Reza mengambil makanannya. Dia membawanya ke lobi luar. Biasanya dia makan di crew room, tapi sekarang dia merasa ingin menghirup udara segar.
Hampir semua meja penuh, dia menemukan meja kosong di depan televisi yang digantung. Nampan diletakkannya di atas meja. Dia meninggalkan makanannya dan beranjak untuk mencuci tangan.
Semua kru yang bekerja di lobi menyapa dan bertanya tentang kejadian tadi. Dia menjawabnya lemah, sekenanya.
Barophobia, itu nama phobia yang dideritanya. Setidaknya dia menemukan kata itu di internet, dan itu sesuai dengan keadaannya.
Barophobia berarti takut terhadap gravitasi dan itulah kelemahan yang selalu diserang pengelihatannya.
Dia selalu mengalami ketakutan ketika melihat benda jatuh, tapi bila dia tidak melihatnya atau hanya mendengar suara jatuhnya perasaan tadi tidak muncul, hanya kaget sepert orang lain.
Pertama kali menyadarinya ketika masih SMP di Sukabumi. Ketika itu dia selalu merasa seperti itu saat menonton pertandingan basket. Setiap bola jatuh dari ring dia merasakan horor yang sama, hanya saja lebih lemah.
Berbeda dengan saat dia melihat temannya jatuh dari atap sekolah ketika mengambil bola voli. Saat itu dia merasakan horor yang paling menyakitkan sampai membuatnya pingsan.
Mungkin karena bola basket sudah diperkirakan jatuhnya sehingga horor yang dialaminya tidak terlalu dalam.
Sejak itu dia mulai mencari-cari nama phobia-nya. Dia tidak memeriksakannya ke psikolog karena pasti ketahuan ibunya.

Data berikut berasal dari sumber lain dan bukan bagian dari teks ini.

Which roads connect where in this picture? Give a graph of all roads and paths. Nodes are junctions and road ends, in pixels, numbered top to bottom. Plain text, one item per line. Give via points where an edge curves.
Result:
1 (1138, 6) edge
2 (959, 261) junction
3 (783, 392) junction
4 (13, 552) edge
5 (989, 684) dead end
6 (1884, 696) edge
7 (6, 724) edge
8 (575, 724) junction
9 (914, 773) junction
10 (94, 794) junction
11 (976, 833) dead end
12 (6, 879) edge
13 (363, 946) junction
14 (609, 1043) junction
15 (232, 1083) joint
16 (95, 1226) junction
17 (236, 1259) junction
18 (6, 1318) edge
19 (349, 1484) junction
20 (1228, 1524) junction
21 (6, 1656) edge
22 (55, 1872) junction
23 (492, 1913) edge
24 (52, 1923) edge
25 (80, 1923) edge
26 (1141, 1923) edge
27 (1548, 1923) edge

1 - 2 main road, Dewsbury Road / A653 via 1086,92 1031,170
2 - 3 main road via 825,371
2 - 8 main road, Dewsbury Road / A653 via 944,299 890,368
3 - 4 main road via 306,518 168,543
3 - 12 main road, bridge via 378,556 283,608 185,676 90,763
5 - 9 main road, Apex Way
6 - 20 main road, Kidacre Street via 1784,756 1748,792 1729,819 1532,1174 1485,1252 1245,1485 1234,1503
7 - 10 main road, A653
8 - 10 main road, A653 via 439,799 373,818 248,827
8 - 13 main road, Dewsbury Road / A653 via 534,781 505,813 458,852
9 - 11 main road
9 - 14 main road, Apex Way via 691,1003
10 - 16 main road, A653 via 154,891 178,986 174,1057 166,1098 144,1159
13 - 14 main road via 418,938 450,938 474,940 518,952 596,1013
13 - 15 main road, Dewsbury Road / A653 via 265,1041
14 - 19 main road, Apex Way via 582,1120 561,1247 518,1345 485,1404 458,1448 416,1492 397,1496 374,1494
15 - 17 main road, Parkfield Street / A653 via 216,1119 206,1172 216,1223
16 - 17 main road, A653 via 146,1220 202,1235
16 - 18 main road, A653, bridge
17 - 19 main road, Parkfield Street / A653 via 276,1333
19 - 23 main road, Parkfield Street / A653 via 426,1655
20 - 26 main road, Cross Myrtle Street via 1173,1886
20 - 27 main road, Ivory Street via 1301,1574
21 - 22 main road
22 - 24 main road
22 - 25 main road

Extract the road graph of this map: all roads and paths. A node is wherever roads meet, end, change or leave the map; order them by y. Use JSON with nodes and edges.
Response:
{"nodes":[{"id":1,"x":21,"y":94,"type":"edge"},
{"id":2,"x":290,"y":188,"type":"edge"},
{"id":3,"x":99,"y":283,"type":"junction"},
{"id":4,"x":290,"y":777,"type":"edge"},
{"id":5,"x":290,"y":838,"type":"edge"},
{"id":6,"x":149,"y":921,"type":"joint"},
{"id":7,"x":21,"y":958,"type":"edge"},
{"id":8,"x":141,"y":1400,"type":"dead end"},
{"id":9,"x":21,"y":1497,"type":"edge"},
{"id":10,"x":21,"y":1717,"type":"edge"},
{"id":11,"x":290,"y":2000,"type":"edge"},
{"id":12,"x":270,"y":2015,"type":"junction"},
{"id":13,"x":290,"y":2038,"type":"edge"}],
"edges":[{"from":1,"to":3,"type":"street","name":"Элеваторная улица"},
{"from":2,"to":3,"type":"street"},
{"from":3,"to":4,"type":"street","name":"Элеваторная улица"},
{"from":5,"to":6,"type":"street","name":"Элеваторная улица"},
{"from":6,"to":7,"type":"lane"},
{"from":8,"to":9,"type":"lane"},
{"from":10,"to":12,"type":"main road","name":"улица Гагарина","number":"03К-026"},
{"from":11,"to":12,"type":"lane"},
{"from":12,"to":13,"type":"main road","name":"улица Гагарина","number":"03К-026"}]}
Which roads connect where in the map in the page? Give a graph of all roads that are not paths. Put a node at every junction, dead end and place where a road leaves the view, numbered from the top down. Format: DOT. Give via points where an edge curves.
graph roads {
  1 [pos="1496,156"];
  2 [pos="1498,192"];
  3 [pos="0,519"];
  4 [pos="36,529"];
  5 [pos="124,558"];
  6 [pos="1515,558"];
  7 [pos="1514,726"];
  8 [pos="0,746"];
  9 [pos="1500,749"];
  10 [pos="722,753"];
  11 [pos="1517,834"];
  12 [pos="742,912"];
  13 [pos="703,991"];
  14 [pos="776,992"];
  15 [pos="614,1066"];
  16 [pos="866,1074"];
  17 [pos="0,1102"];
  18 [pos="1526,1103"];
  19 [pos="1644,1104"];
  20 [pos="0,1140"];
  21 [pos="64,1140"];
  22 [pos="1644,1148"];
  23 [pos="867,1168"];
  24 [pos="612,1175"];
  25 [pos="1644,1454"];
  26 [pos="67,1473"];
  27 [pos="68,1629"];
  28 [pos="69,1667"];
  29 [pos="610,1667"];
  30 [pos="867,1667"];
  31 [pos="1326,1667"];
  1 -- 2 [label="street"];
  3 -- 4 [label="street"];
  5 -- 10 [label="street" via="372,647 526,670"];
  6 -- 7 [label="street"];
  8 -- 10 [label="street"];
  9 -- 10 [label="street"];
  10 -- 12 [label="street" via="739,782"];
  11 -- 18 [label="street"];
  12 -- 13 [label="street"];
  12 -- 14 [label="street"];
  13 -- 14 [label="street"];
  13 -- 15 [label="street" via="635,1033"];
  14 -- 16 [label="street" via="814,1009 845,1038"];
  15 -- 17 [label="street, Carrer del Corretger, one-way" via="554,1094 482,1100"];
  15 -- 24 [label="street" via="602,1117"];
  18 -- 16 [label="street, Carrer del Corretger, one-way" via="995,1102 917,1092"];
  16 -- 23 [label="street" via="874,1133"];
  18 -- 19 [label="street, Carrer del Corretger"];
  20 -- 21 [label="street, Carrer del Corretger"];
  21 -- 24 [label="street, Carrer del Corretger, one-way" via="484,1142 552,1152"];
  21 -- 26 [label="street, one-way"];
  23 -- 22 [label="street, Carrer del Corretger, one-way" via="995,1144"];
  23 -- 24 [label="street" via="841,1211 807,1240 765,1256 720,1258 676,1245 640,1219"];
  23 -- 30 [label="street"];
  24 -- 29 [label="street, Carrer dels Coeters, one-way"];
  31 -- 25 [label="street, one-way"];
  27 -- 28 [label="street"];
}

Setelah menemukan kata barophobia, dia mulai mencari terapi penyembuhannya, tapi dia tidak pernah menemukannya. Dia selalu menahan diri untuk pergi ke psikolog ataupun terapis agar tak perlu menghabisan uang hanya untuk mengobati phobia-nya.
Dia menerima keadaannya sampai akhirnya terbiasa dan mulai bisa mengakhiri kalau horor itu datang. Dia tidak bisa menghindar dari horor itu tapi, dalam sekejap bisa mengakhirinya seperti yang dilakukannya tadi.